Aesop's Fables Embellished with one Hundred eleven Elegant Engravings
No Thumbnail Available
This book is a surprising treasure. I have come to believe that it is an important early publication in one of the more important branches of Croxall's many editions. The title and publisher help, I believe, to establish its date and its rarity. Croxall's first edition in 1722 had the title: "Fables of Aesop and Others. Newly done into English. With an Application to each Fable. Illustrated with Cutts." Those cuts were by Elisha Kirkall. By 1778, the title had become "Fables of Aesop and Others. Translated into English. With Instructive Applications and a Print before each Fable." Kirkall's "cuts" were still used but he was not acknowledged. The two-volume Stockdale edition of 1793 bore the title: "The Fables of Aesop With a Life of the Author and Embellished with one Hundred Twelve Plates." The artists involved here were "T. Stothard, Grainger &c." Our title first occurs in T. Heptinstall's first edition of 1797 with illustrations by Thomas Kirk. The present slightly larger (3¾" x 6⅜") copy has the same title but with a change of publisher to "C. Whittingham, Dean Street, Fetter Lane" and then a long list of subscribers. Bodemann #186 has the 1797 as the first in that number's thread. The copy she is working from is actually from 1818 and she notes "Nachdruck der Ausgabe London T. Heptinstall 1797: C. Whittingham." I wish I were better able to construe this comment!
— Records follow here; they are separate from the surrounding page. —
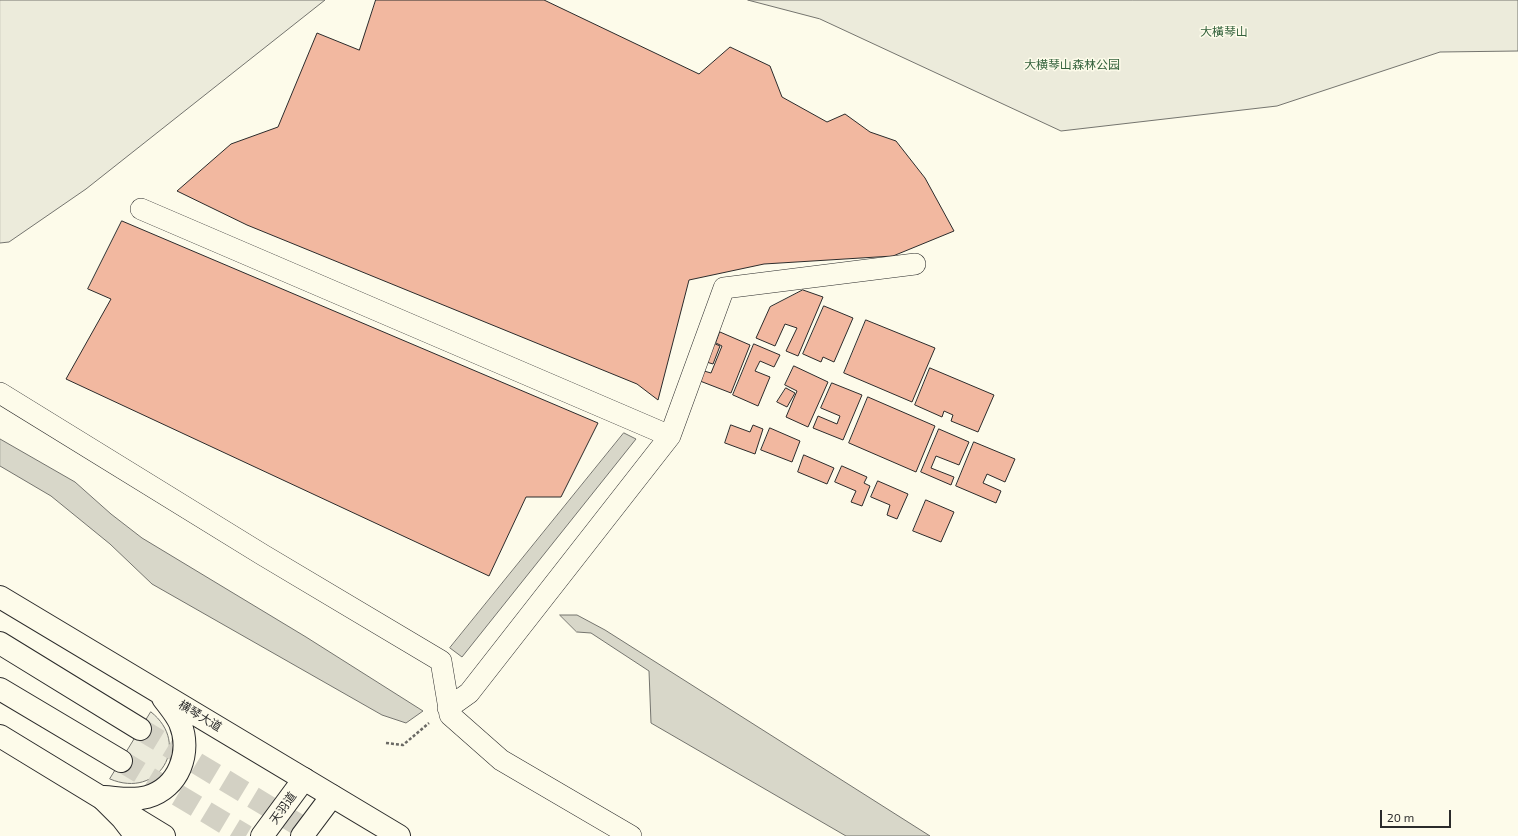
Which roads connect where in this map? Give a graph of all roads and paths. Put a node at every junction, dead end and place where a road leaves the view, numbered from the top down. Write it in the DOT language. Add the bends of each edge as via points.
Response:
graph roads {
  1 [pos="141,209"];
  2 [pos="915,264"];
  3 [pos="0,394"];
  4 [pos="670,436"];
  5 [pos="0,598"];
  6 [pos="0,643"];
  7 [pos="0,689"];
  8 [pos="158,692"];
  9 [pos="448,708"];
  10 [pos="140,729"];
  11 [pos="0,736"];
  12 [pos="386,743"];
  13 [pos="121,761"];
  14 [pos="304,779"];
  15 [pos="332,796"];
  16 [pos="101,798"];
  17 [pos="136,836"];
  18 [pos="164,836"];
  19 [pos="262,836"];
  20 [pos="302,836"];
  21 [pos="399,836"];
  22 [pos="631,836"];
  1 -- 4 [label="street"];
  2 -- 4 [label="street" via="724,288"];
  3 -- 9 [label="street" via="441,661"];
  4 -- 9 [label="street" via="468,693"];
  5 -- 8 [label="main road, 横琴大道"];
  6 -- 10 [label="main road"];
  7 -- 13 [label="main road"];
  8 -- 14 [label="main road, 横琴大道"];
  8 -- 16 [label="main road" via="179,721 184,736 185,751 181,766 173,780 162,790 148,797 132,800"];
  9 -- 12 [label="path" via="403,745"];
  9 -- 22 [label="street" via="450,715 501,760"];
  11 -- 16 [label="main road"];
  14 -- 15 [label="main road, 横琴大道"];
  14 -- 19 [label="main road, 天羽道"];
  15 -- 20 [label="main road"];
  15 -- 21 [label="main road, 横琴大道"];
  16 -- 17 [label="main road"];
  16 -- 18 [label="main road"];
}
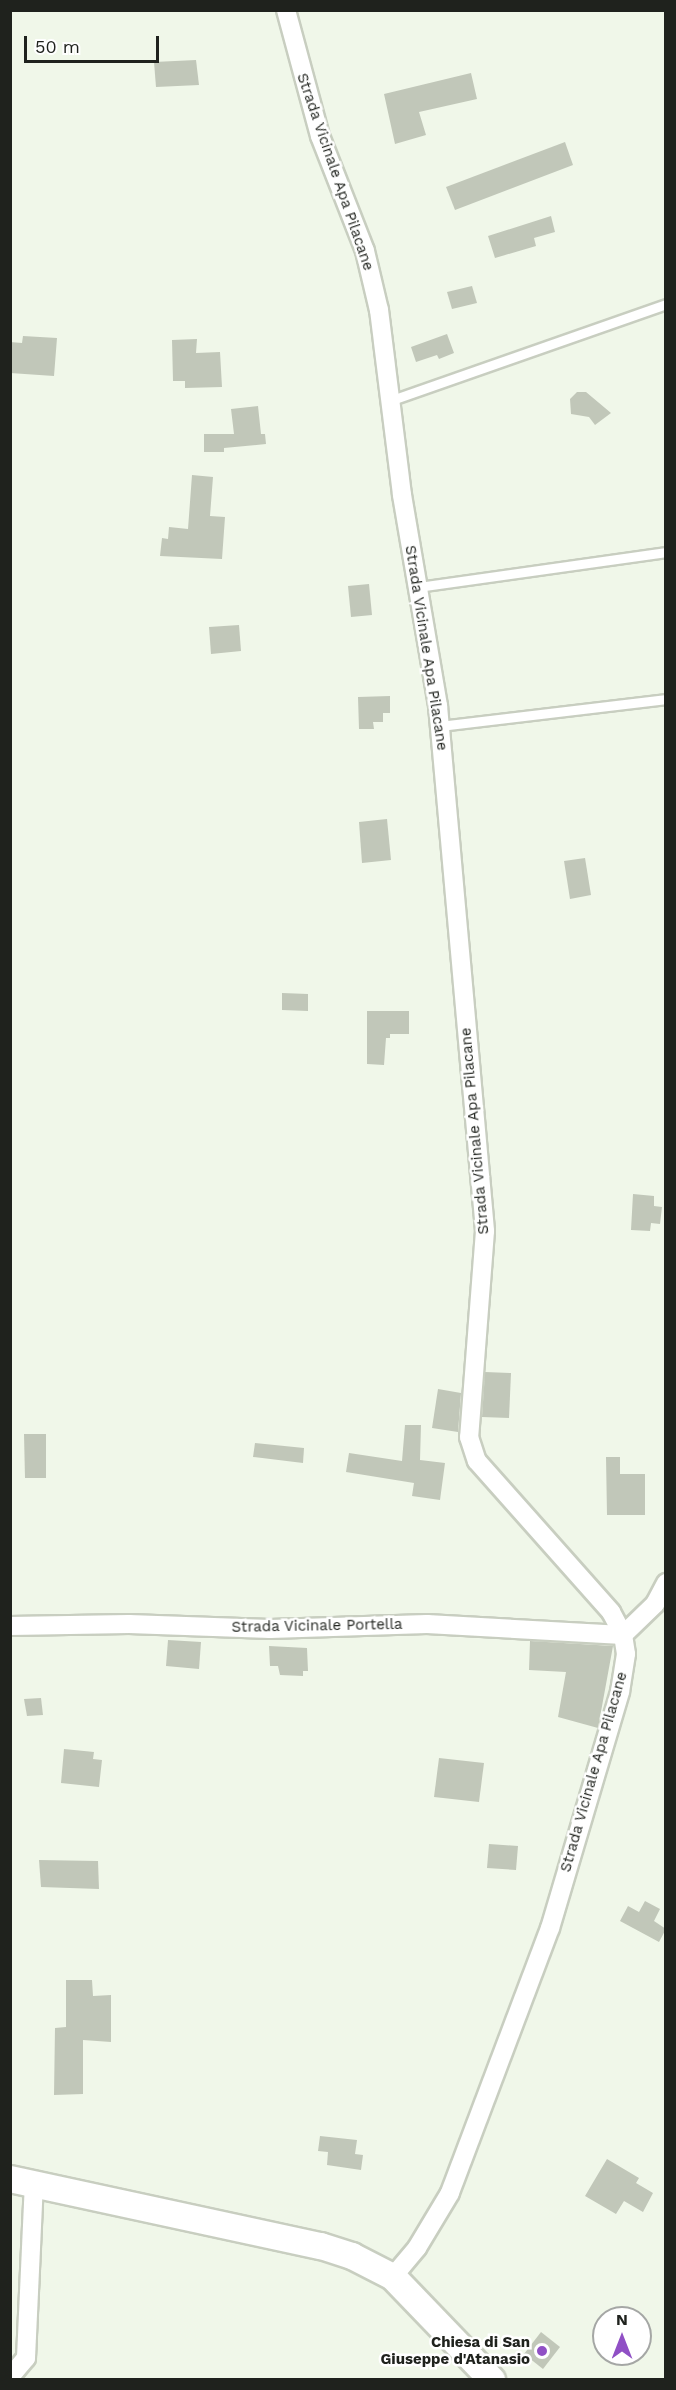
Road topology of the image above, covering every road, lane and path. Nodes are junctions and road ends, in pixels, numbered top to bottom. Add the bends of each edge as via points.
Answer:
1 (286, 10) edge
2 (666, 304) edge
3 (389, 401) junction
4 (666, 552) edge
5 (418, 587) junction
6 (666, 699) edge
7 (440, 726) junction
8 (666, 1583) edge
9 (10, 1626) edge
10 (623, 1635) junction
11 (22, 2181) edge
12 (393, 2277) junction
13 (10, 2377) edge
14 (492, 2379) edge

1 - 3 street, Strada Vicinale Apa Pilacane via 320,136 364,251 379,310
2 - 3 lane
3 - 5 street, Strada Vicinale Apa Pilacane
4 - 5 lane
5 - 7 street, Strada Vicinale Apa Pilacane
6 - 7 lane
7 - 10 street, Strada Vicinale Apa Pilacane via 485,1231 469,1437 477,1461 611,1612
8 - 10 street via 656,1604
9 - 10 street, Strada Vicinale Portella via 129,1624 270,1629 427,1624
10 - 12 street, Strada Vicinale Apa Pilacane via 626,1654 620,1692 550,1928 450,2193 417,2248
11 - 12 main road via 321,2246 352,2256
11 - 13 street via 26,2358
12 - 14 main road

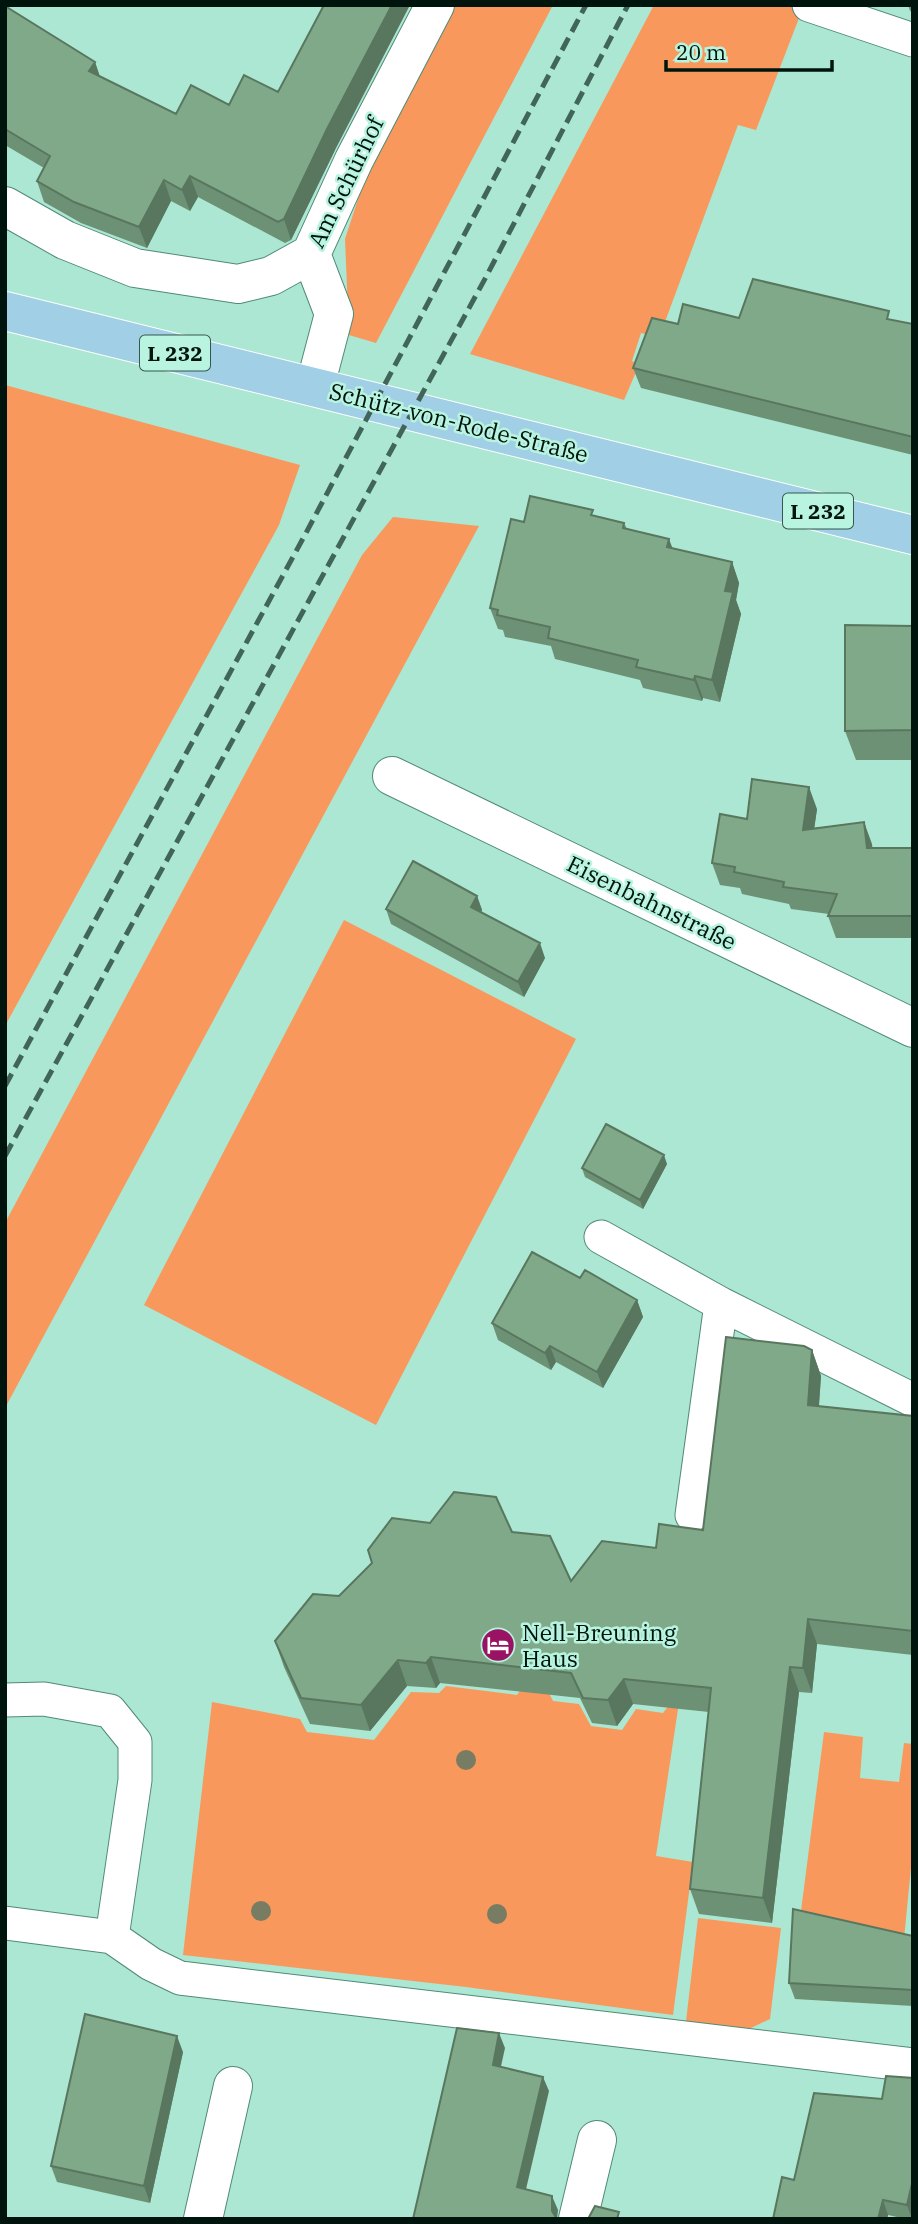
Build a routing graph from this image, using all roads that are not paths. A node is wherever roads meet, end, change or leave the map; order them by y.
1 (435, 5) edge
2 (809, 5) edge
3 (913, 40) edge
4 (5, 206) edge
5 (311, 254) junction
6 (5, 311) edge
7 (315, 386) junction
8 (913, 535) edge
9 (392, 776) dead end
10 (913, 1028) edge
11 (601, 1237) dead end
12 (721, 1304) junction
13 (913, 1401) edge
14 (692, 1515) dead end
15 (5, 1700) edge
16 (5, 1923) edge
17 (112, 1937) junction
18 (913, 2065) edge
19 (233, 2086) dead end
20 (597, 2140) dead end
21 (203, 2219) edge
22 (578, 2219) edge

1 - 5 street, Am Schürhof
2 - 3 lane
4 - 5 street, Am Schürhof
5 - 7 street
6 - 7 main road, Schütz-von-Rode-Straße / L 232
7 - 8 main road, Schütz-von-Rode-Straße / L 232
9 - 10 street, Eisenbahnstraße
11 - 12 lane
12 - 13 lane
12 - 14 lane
15 - 17 lane
16 - 17 lane
17 - 18 lane
19 - 21 street
20 - 22 street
Still, somewhere in this early printing of the Kirk editions this little book belongs. The British Museum locates Charles Whittingham on Dean Street from 1803 to 1807. Many later copies add "Chiswick Press," which he used starting in 1811. Later Croxall editions take another step: "Aesop's Fables with Upwards of One Hundred and Fifty Engravings on Wood," as in our 1828 edition by Joseph Booker et al. The front cover of this present fragile copy is separated.